----- PROVIDED INFORMATION -----

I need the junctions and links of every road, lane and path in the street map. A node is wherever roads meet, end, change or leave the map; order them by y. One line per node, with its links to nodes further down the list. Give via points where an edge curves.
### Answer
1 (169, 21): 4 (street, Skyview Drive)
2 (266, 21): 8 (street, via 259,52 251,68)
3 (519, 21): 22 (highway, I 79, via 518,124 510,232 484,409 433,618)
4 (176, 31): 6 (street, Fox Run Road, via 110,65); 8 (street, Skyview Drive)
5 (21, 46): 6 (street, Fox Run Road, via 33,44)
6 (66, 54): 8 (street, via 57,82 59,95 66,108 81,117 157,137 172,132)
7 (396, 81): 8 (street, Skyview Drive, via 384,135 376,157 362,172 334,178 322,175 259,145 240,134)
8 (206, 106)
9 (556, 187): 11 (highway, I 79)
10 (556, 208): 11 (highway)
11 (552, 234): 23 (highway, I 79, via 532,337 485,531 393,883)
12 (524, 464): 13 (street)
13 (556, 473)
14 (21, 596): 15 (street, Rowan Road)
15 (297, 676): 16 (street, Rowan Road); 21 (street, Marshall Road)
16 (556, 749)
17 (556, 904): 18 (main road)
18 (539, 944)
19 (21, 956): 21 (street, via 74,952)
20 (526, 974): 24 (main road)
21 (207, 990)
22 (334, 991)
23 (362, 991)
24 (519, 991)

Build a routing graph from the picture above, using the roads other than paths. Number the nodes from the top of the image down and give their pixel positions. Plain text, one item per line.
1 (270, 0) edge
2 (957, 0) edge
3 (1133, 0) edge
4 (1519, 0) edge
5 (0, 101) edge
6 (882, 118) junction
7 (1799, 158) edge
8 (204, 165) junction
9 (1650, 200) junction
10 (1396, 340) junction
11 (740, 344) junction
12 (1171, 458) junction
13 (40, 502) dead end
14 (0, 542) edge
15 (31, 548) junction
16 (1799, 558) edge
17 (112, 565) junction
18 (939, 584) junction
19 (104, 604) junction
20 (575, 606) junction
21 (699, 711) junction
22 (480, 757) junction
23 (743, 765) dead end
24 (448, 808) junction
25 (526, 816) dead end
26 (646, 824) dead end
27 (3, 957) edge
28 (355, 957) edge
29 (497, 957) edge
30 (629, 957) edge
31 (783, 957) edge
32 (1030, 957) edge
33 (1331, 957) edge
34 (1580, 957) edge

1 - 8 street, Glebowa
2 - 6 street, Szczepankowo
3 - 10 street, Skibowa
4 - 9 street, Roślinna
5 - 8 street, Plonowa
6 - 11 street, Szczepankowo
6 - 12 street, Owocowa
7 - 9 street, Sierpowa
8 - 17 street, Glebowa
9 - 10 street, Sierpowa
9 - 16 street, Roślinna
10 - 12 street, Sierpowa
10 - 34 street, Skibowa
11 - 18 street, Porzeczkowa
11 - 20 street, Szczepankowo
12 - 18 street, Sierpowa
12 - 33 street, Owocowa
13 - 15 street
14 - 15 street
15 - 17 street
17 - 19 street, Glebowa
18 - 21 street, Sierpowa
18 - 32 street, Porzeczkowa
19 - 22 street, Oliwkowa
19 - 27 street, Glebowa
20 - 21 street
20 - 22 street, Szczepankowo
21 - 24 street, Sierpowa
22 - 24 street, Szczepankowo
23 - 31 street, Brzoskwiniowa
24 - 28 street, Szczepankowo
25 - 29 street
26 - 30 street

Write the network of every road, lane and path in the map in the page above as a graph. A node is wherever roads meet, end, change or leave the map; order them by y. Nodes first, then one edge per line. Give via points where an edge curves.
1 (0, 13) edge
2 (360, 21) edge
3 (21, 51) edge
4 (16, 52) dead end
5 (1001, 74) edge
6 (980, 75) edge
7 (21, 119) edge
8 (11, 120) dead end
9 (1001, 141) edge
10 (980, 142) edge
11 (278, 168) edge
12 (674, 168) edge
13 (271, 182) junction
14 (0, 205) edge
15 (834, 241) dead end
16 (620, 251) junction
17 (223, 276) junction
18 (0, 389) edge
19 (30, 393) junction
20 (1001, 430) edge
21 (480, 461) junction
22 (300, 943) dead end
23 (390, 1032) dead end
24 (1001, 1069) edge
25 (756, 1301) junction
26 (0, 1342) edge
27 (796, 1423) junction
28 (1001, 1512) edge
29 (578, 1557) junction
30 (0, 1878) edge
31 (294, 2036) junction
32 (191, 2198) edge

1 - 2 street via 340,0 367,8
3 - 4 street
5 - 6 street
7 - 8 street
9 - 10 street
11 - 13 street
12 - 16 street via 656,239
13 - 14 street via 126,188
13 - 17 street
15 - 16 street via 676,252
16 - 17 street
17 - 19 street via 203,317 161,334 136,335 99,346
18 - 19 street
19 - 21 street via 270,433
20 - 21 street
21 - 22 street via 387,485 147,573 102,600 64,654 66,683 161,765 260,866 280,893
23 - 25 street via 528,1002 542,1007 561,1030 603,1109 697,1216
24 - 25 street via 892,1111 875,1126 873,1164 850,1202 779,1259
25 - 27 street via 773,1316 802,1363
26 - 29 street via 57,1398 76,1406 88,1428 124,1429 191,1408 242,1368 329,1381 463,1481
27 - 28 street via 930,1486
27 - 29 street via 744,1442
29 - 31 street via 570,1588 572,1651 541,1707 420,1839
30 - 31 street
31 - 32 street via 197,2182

-----

# [EXERCISE OBJECTIVE]
Out of the records, collect only those lines that contain the string "Drive".

# [OUTPUT FOR THIS TASK]
1 (169, 21): 4 (street, Skyview Drive)
4 (176, 31): 6 (street, Fox Run Road, via 110,65); 8 (street, Skyview Drive)
7 (396, 81): 8 (street, Skyview Drive, via 384,135 376,157 362,172 334,178 322,175 259,145 240,134)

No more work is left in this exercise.